* ACTION ITEM *
Please, without the pictures, restate every entry exactly.

* MATERIAL SUPPLIED *
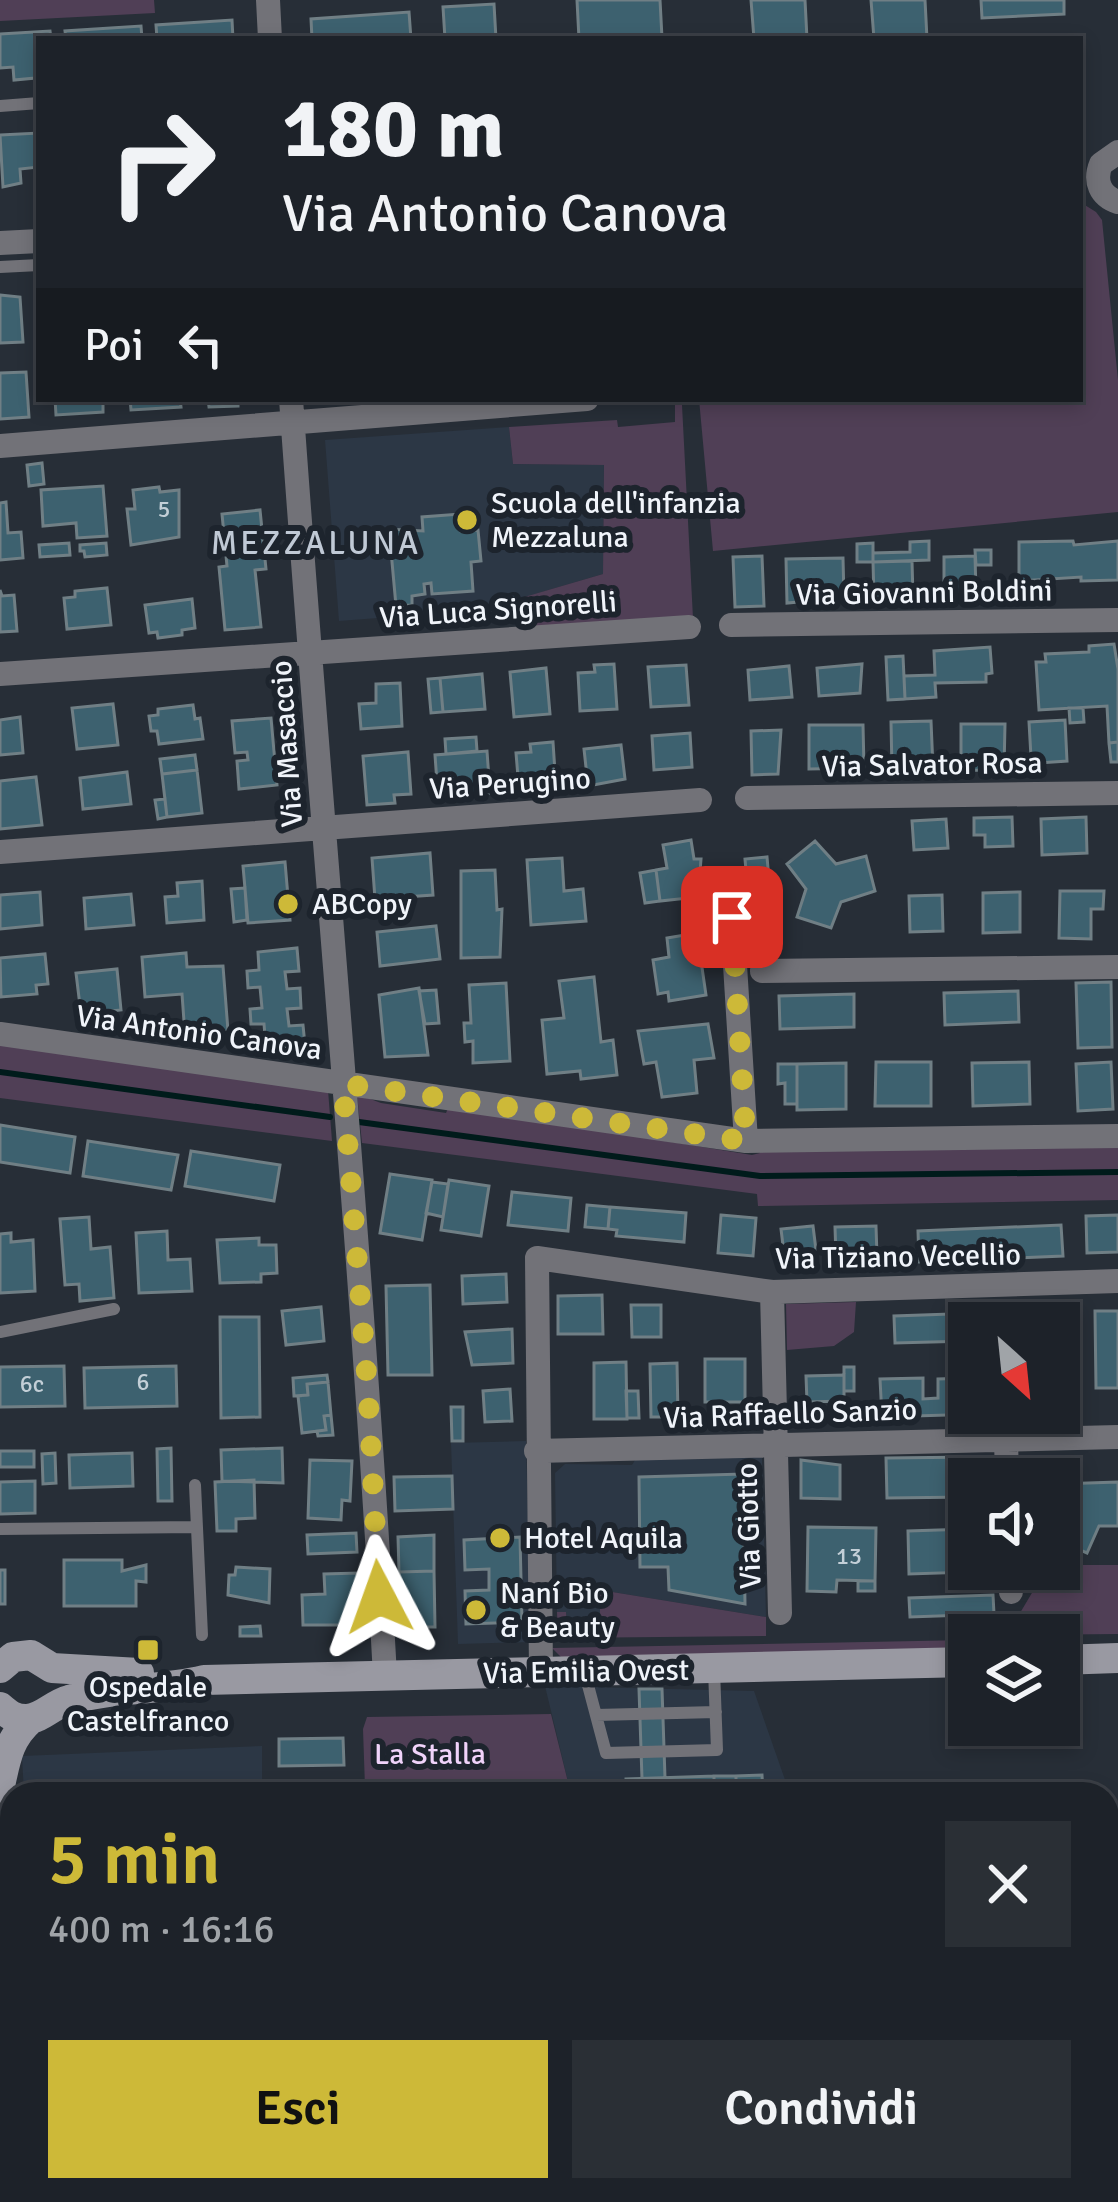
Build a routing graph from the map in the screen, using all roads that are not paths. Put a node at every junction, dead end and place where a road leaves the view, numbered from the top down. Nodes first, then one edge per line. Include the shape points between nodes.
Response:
1 (268, 0) edge
2 (270, 36) edge
3 (36, 104) edge
4 (0, 106) edge
5 (1118, 126) edge
6 (1103, 160) edge
7 (1106, 200) edge
8 (36, 241) edge
9 (0, 243) edge
10 (36, 265) edge
11 (0, 268) edge
12 (507, 402) edge
13 (292, 410) edge
14 (0, 446) edge
15 (1118, 620) edge
16 (731, 625) dead end
17 (689, 627) dead end
18 (310, 654) junction
19 (0, 674) edge
20 (1118, 793) edge
21 (747, 798) dead end
22 (700, 800) dead end
23 (323, 828) junction
24 (0, 852) edge
25 (732, 917) dead end
26 (1118, 967) edge
27 (762, 971) dead end
28 (0, 1034) edge
29 (343, 1084) junction
30 (1118, 1136) edge
31 (746, 1141) junction
32 (1118, 1281) edge
33 (772, 1292) junction
34 (114, 1309) dead end
35 (0, 1332) edge
36 (1118, 1437) edge
37 (1006, 1439) junction
38 (776, 1445) junction
39 (536, 1451) junction
40 (1006, 1458) edge
41 (195, 1485) dead end
42 (196, 1527) junction
43 (0, 1529) edge
44 (779, 1613) dead end
45 (202, 1635) dead end
46 (1118, 1658) edge
47 (1080, 1659) edge
48 (948, 1663) edge
49 (0, 1668) edge
50 (52, 1668) junction
51 (713, 1669) junction
52 (541, 1672) junction
53 (584, 1672) junction
54 (385, 1676) junction
55 (204, 1680) junction
56 (0, 1707) edge
57 (41, 1712) junction
58 (716, 1712) junction
59 (596, 1715) junction
60 (1, 1782) edge

1 - 2 street
3 - 4 lane
5 - 6 street
6 - 7 street via 1098,179
8 - 9 street
10 - 11 lane
12 - 13 street
13 - 14 street
13 - 18 street, Via Masaccio
15 - 16 street, Via Giovanni Boldini
17 - 18 street, Via Luca Signorelli
18 - 19 street, Via Luca Signorelli
18 - 23 street, Via Masaccio
20 - 21 street, Via Salvator Rosa
22 - 23 street, Via Perugino
23 - 24 street, Via Perugino
23 - 29 street, Via Masaccio
25 - 31 street
26 - 27 street
28 - 29 street, Via Antonio Canova
29 - 31 street, Via Antonio Canova
29 - 54 street, Via Masaccio
30 - 31 street, Via Antonio Canova
32 - 33 street, Via Tiziano Vecellio
33 - 38 street, Via Giotto
33 - 39 street, Via Tiziano Vecellio via 537,1258
34 - 35 lane
36 - 37 street, Via Raffaello Sanzio
37 - 38 street, Via Raffaello Sanzio
37 - 40 street
38 - 39 street, Via Raffaello Sanzio
38 - 44 street, Via Giotto
39 - 52 street
41 - 42 lane
42 - 43 lane
42 - 45 lane
46 - 47 main road
48 - 51 main road, Via Emilia Ovest
49 - 50 main road, Via Emilia Ovest via 22,1655
50 - 55 main road, Via Emilia Ovest
50 - 57 main road via 58,1688
51 - 53 main road, Via Emilia Ovest
51 - 58 lane
52 - 53 main road, Via Emilia Ovest
52 - 54 main road, Via Emilia Ovest
53 - 59 lane
54 - 55 main road, Via Emilia Ovest
55 - 57 main road, Via Emilia Ovest via 94,1694
56 - 57 main road via 14,1717
57 - 60 main road via 17,1730
58 - 59 lane
58 - 59 lane via 717,1750 606,1753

* SOLUTION TO THE EXERCISE *
Build a routing graph from the map in the screen, using all roads that are not paths. Put a node at every junction, dead end and place where a road leaves the view, numbered from the top down. Nodes first, then one edge per line. Include the shape points between nodes.
Response:
1 (268, 0) edge
2 (270, 36) edge
3 (36, 104) edge
4 (0, 106) edge
5 (1118, 126) edge
6 (1103, 160) edge
7 (1106, 200) edge
8 (36, 241) edge
9 (0, 243) edge
10 (36, 265) edge
11 (0, 268) edge
12 (507, 402) edge
13 (292, 410) edge
14 (0, 446) edge
15 (1118, 620) edge
16 (731, 625) dead end
17 (689, 627) dead end
18 (310, 654) junction
19 (0, 674) edge
20 (1118, 793) edge
21 (747, 798) dead end
22 (700, 800) dead end
23 (323, 828) junction
24 (0, 852) edge
25 (732, 917) dead end
26 (1118, 967) edge
27 (762, 971) dead end
28 (0, 1034) edge
29 (343, 1084) junction
30 (1118, 1136) edge
31 (746, 1141) junction
32 (1118, 1281) edge
33 (772, 1292) junction
34 (114, 1309) dead end
35 (0, 1332) edge
36 (1118, 1437) edge
37 (1006, 1439) junction
38 (776, 1445) junction
39 (536, 1451) junction
40 (1006, 1458) edge
41 (195, 1485) dead end
42 (196, 1527) junction
43 (0, 1529) edge
44 (779, 1613) dead end
45 (202, 1635) dead end
46 (1118, 1658) edge
47 (1080, 1659) edge
48 (948, 1663) edge
49 (0, 1668) edge
50 (52, 1668) junction
51 (713, 1669) junction
52 (541, 1672) junction
53 (584, 1672) junction
54 (385, 1676) junction
55 (204, 1680) junction
56 (0, 1707) edge
57 (41, 1712) junction
58 (716, 1712) junction
59 (596, 1715) junction
60 (1, 1782) edge

1 - 2 street
3 - 4 lane
5 - 6 street
6 - 7 street via 1098,179
8 - 9 street
10 - 11 lane
12 - 13 street
13 - 14 street
13 - 18 street, Via Masaccio
15 - 16 street, Via Giovanni Boldini
17 - 18 street, Via Luca Signorelli
18 - 19 street, Via Luca Signorelli
18 - 23 street, Via Masaccio
20 - 21 street, Via Salvator Rosa
22 - 23 street, Via Perugino
23 - 24 street, Via Perugino
23 - 29 street, Via Masaccio
25 - 31 street
26 - 27 street
28 - 29 street, Via Antonio Canova
29 - 31 street, Via Antonio Canova
29 - 54 street, Via Masaccio
30 - 31 street, Via Antonio Canova
32 - 33 street, Via Tiziano Vecellio
33 - 38 street, Via Giotto
33 - 39 street, Via Tiziano Vecellio via 537,1258
34 - 35 lane
36 - 37 street, Via Raffaello Sanzio
37 - 38 street, Via Raffaello Sanzio
37 - 40 street
38 - 39 street, Via Raffaello Sanzio
38 - 44 street, Via Giotto
39 - 52 street
41 - 42 lane
42 - 43 lane
42 - 45 lane
46 - 47 main road
48 - 51 main road, Via Emilia Ovest
49 - 50 main road, Via Emilia Ovest via 22,1655
50 - 55 main road, Via Emilia Ovest
50 - 57 main road via 58,1688
51 - 53 main road, Via Emilia Ovest
51 - 58 lane
52 - 53 main road, Via Emilia Ovest
52 - 54 main road, Via Emilia Ovest
53 - 59 lane
54 - 55 main road, Via Emilia Ovest
55 - 57 main road, Via Emilia Ovest via 94,1694
56 - 57 main road via 14,1717
57 - 60 main road via 17,1730
58 - 59 lane
58 - 59 lane via 717,1750 606,1753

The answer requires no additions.